それからこれも懐かしい駄菓子類が浅めの竹篭に山と詰まれて出された。次に出された茶碗も注がれた緑茶も、別に高級な物ではなかったが、ナンシーも金雄も、懐かしさの余り感涙に咽んだ。
ナンシーは家族と一緒にいた小学生の頃の、金雄は母親と二人で大樹海にいた頃の、在りし日の平穏な一時期を思い出していたのである。
二人が何とか平静さを保てる様になるのを待って翔は話し始めた。
「本来我等の流派は護身の術として発展して来た古くからの武術なのです。とすれば小の者が大の者の攻撃から身を守れなくては困る。
護身は小なる者にこそ必要なのですから。その趣旨からすれば体重別というのは意味の無い事です。私は前々からその事に疑問を感じていて佐伯さんと何度か話し合っておりました。

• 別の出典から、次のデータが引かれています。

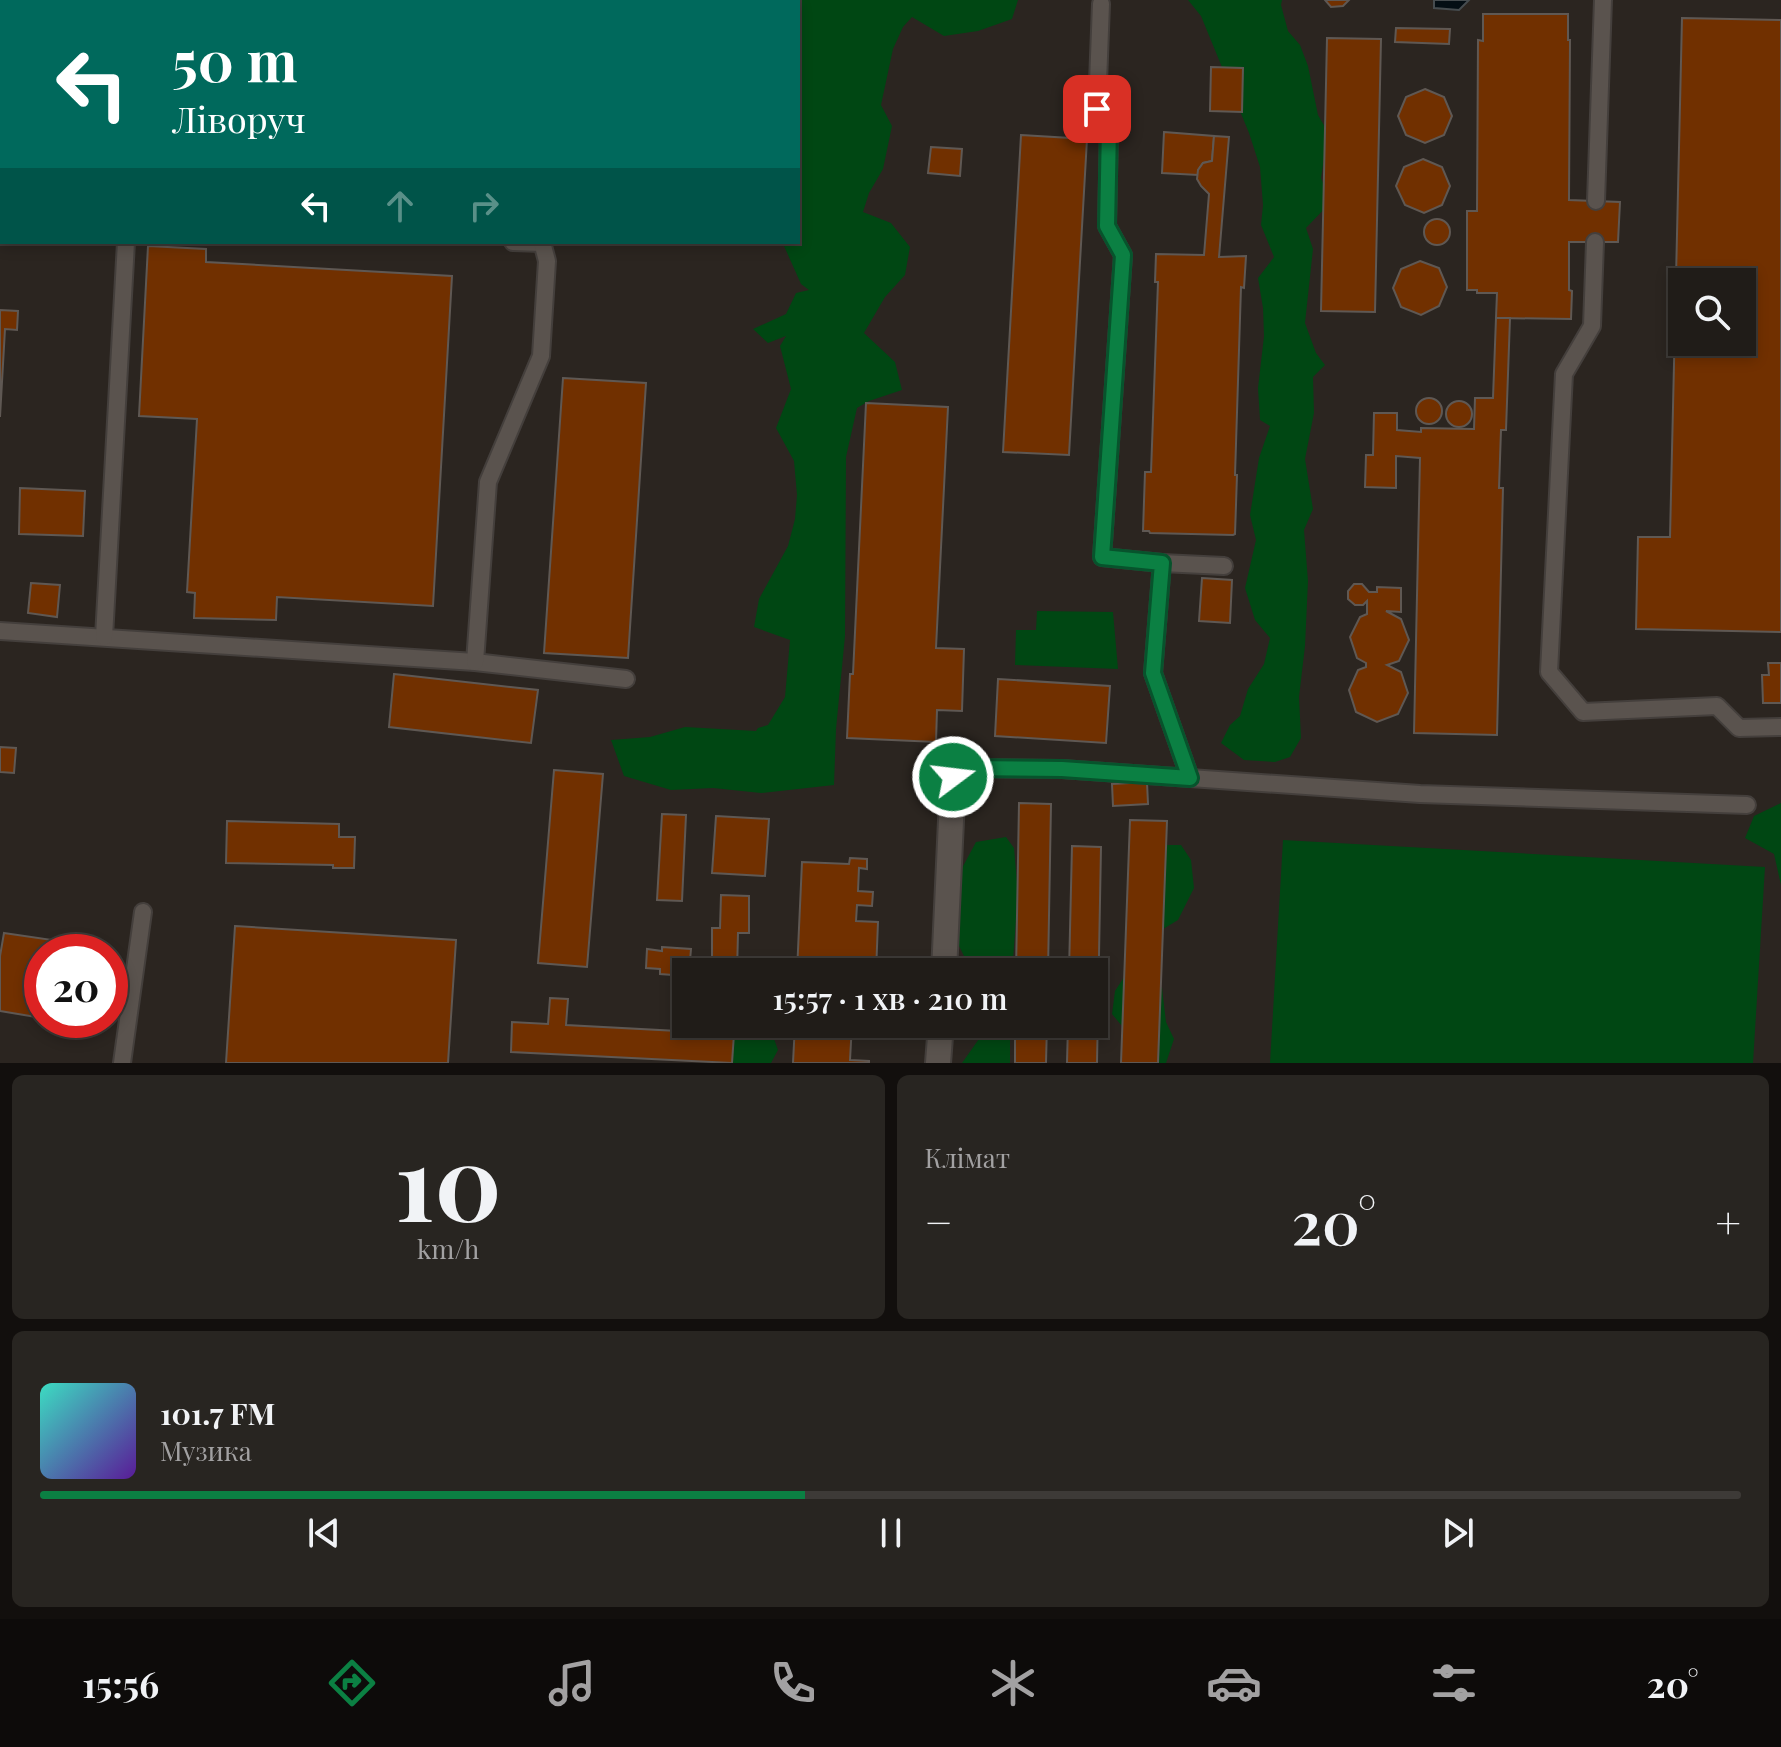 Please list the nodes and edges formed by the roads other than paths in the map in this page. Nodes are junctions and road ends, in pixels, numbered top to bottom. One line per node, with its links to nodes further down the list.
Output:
1 (1603, 0): 3 (lane)
2 (1101, 4): 7 (lane)
3 (1596, 201)
4 (1595, 242): 13 (lane)
5 (126, 244): 10 (lane)
6 (542, 244): 11 (lane)
7 (1162, 563): 8 (lane); 15 (lane)
8 (1224, 566)
9 (0, 631): 10 (lane)
10 (104, 637): 11 (lane)
11 (475, 662): 12 (lane)
12 (626, 679)
13 (1781, 727)
14 (953, 777): 15 (lane); 18 (street)
15 (1190, 778): 16 (lane)
16 (1747, 805)
17 (143, 912): 20 (lane)
18 (945, 958)
19 (940, 1038): 21 (street)
20 (122, 1063)
21 (938, 1063)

幸か不幸か私はこの流派では最強と言われ、私より重いクラスの人ともここ三年程の練習試合では負けた事が有りません。
その事が無差別級推進の切っ掛けになったことは否めないのです。私は天狗になっておりました。井の中の蛙大海を知らずとはこの事ですね。
エムさんとの試合で目が覚めました。しかし無差別級に対する思いは今も変っていないのです。聞けば今度の格闘技世界選手権のスーパーヘビー級では事実上の無差別級になるとの事。強い関心を持って見させて貰います。決勝はテレビでも放映されるのですよね」
「ええ、元日の夕方からの放送になります。大会そのものは既に始まっています。軽いクラスの女子から始まってそれが終ると男子が始まるのですが、なんと言っても人気は男子のスーパーヘビー級なんです。

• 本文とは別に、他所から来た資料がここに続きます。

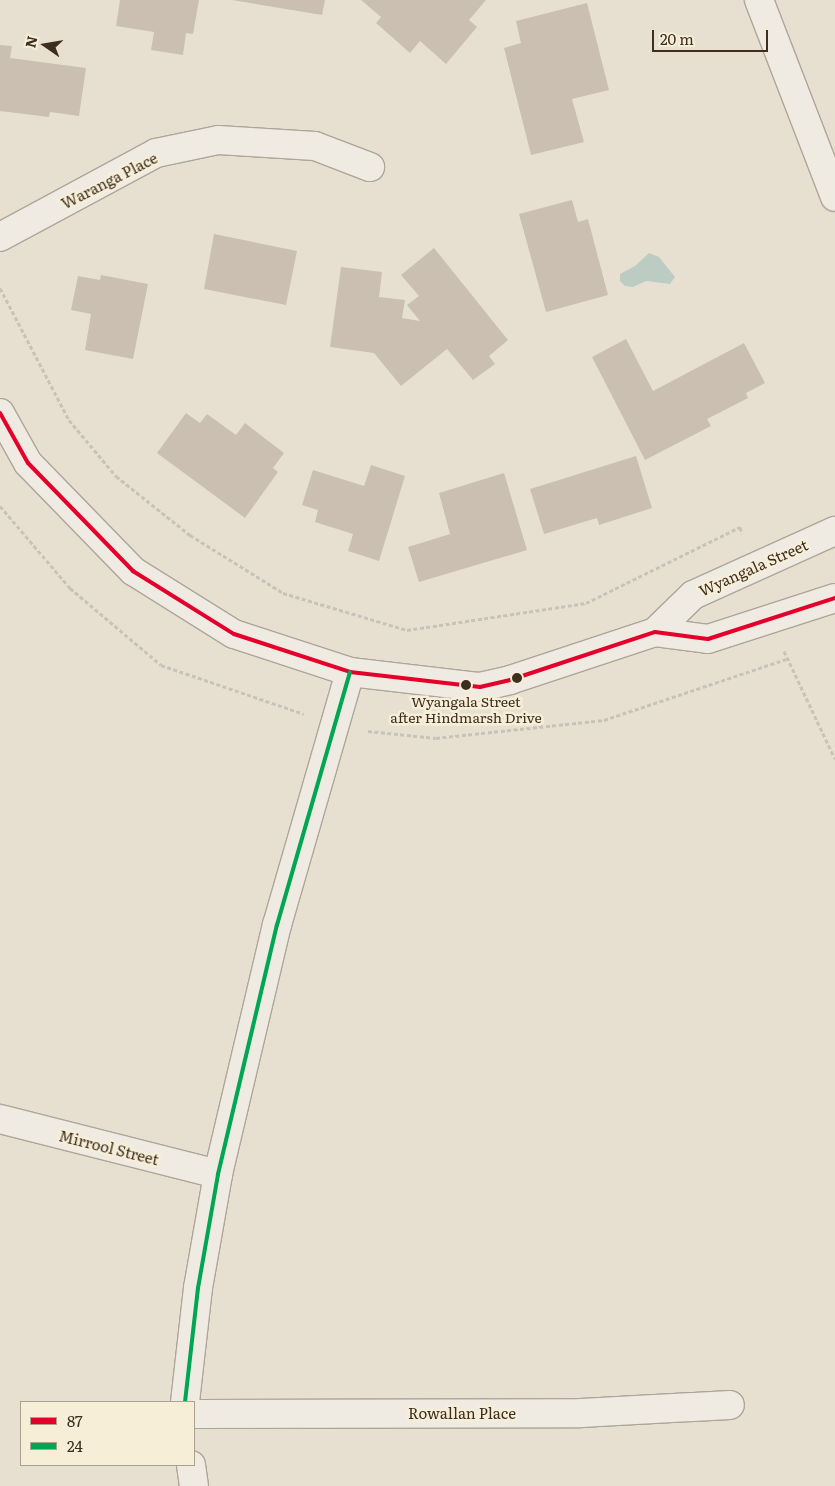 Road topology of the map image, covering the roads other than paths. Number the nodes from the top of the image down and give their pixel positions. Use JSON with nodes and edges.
{"nodes":[{"id":1,"x":759,"y":0,"type":"edge"},
{"id":2,"x":370,"y":168,"type":"dead end"},
{"id":3,"x":835,"y":197,"type":"edge"},
{"id":4,"x":0,"y":237,"type":"edge"},
{"id":5,"x":0,"y":413,"type":"edge"},
{"id":6,"x":835,"y":531,"type":"edge"},
{"id":7,"x":835,"y":598,"type":"edge"},
{"id":8,"x":655,"y":632,"type":"junction"},
{"id":9,"x":350,"y":672,"type":"junction"},
{"id":10,"x":0,"y":1119,"type":"edge"},
{"id":11,"x":218,"y":1174,"type":"junction"},
{"id":12,"x":185,"y":1401,"type":"edge"},
{"id":13,"x":730,"y":1405,"type":"dead end"},
{"id":14,"x":195,"y":1414,"type":"edge"},
{"id":15,"x":191,"y":1466,"type":"edge"},
{"id":16,"x":194,"y":1486,"type":"edge"}],
"edges":[{"from":1,"to":3,"type":"street"},
{"from":2,"to":4,"type":"street","name":"Waranga Place"},
{"from":5,"to":9,"type":"street","name":"Wyangala Street"},
{"from":6,"to":8,"type":"street","name":"Wyangala Street"},
{"from":7,"to":8,"type":"street","name":"Wyangala Street"},
{"from":8,"to":9,"type":"street","name":"Wyangala Street"},
{"from":9,"to":11,"type":"street"},
{"from":10,"to":11,"type":"street","name":"Mirrool Street"},
{"from":11,"to":12,"type":"street"},
{"from":13,"to":14,"type":"street","name":"Rowallan Place"},
{"from":15,"to":16,"type":"street"}]}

女子は参加人数が少ない事もあって二日で全日程を終えるんですけど、男子の他のクラスが一日に一クラスなのに対して、スーパーヘビー級に限って今年からなんですが二日に分けて行われます。大晦日は午前中から試合が始まります……」
暫く話を聞いていたユミだったが、意を決した様に言った。
「あのう、エムさんにお願いがあります。この目で確かめたいんです。貴方が本当に翔ちゃんより強いのかどうかを。色々お話を伺ってもまだ納得が行かないんです。明日の午前中にここである人と対戦して貰えないでしょうか?」
ユミの発言は皆を驚かせた。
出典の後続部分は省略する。